Un salon en partie transformé en laboratoire. Pierre, en blouse blanche, se livre à de mystérieuses expérimentations sur une table couverte d’éprouvettes et autres appareillages scientifiques. Une cage vide avec la porte ouverte trône aussi sur la table. Pierre éternue. Delphine arrive, un imperméable sur le dos.

Delphine – À tes souhaits...

Pierre – Merci. Tu as passé une bonne journée ?

Delphine retire son imperméable.

Delphine – La routine... Tu ne pourrais vraiment pas faire ça ailleurs ?

Pierre – Où ? Mon patron m’a interdit de continuer mes recherches au labo...

Delphine – On se demande pourquoi...

Pierre – Je n’en ai plus pour très longtemps, je t’assure.

Delphine – Je te rappelle qu’on mange, sur cette table.
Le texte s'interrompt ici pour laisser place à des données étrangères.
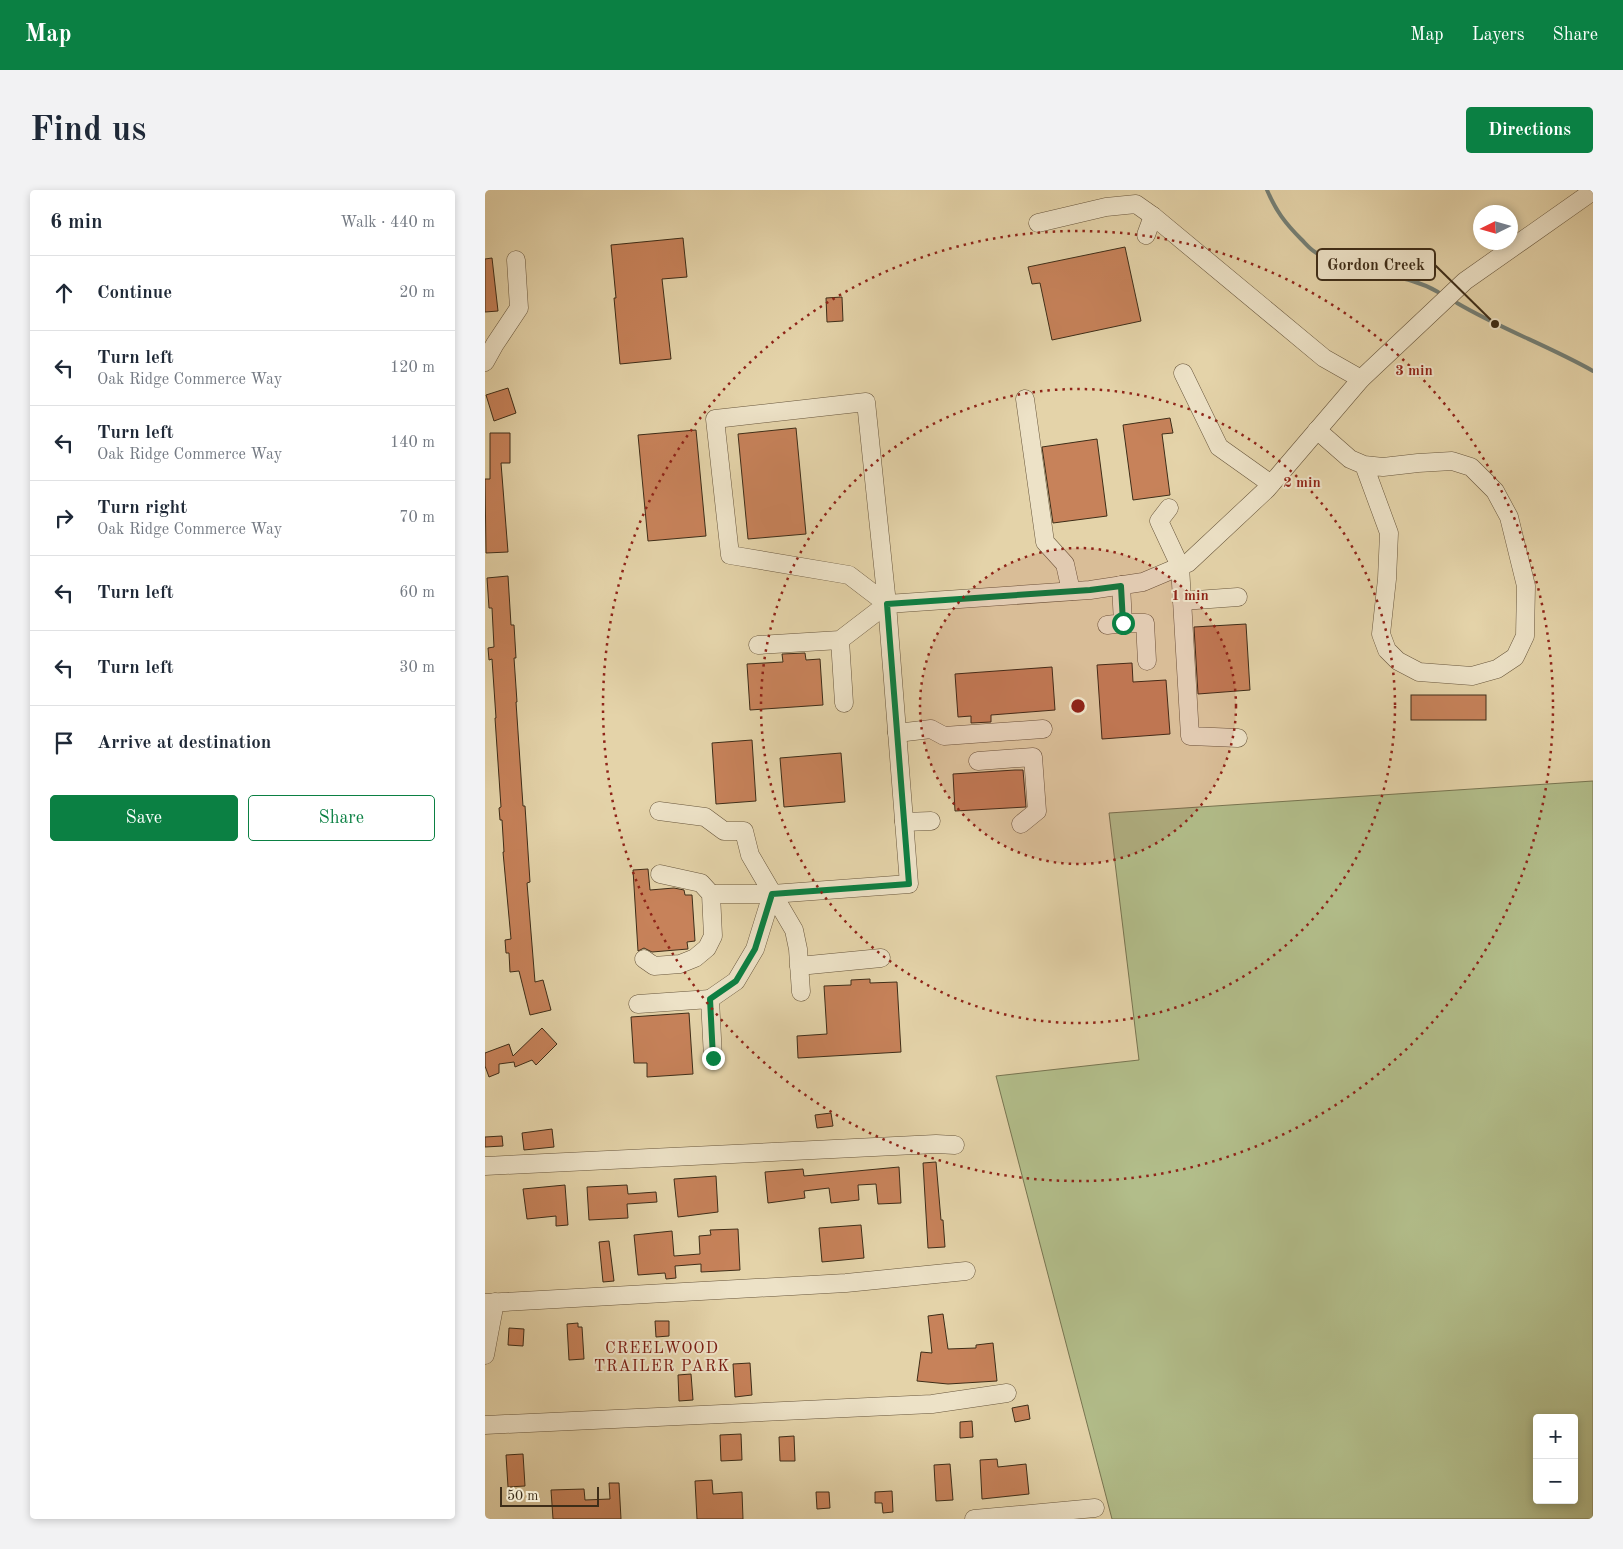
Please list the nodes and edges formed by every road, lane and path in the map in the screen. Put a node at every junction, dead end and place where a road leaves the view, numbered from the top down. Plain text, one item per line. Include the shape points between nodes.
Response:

Tu vas finir par nous empoisonner !

Pierre – Je suis sur le point d’aboutir, je le sens.

Delphine – Un vaccin contre le rhume...

Pierre – Tu ne vas pas t’y mettre toi aussi ! Autrefois, tu croyais en moi...

Delphine – L’homme que j’ai épousé voulait révolutionner la médecine moderne.

Pierre – Va savoir... C’est peut-être ce que je suis en train de faire.

Delphine – En découvrant un remède définitif contre le rhume ? Mon pauvre ami... Même si tes recherches aboutissent un jour, tu ne crois pas décrocher le prix Nobel de médecine avec ça ?

Pierre – Ce n’est pas vraiment mon but, mais... pourquoi pas ?

Delphine – Attends, Pierre... On ne parle pas de la malaria ou du sida, là ! Personne n’est jamais mort d’un gros rhume !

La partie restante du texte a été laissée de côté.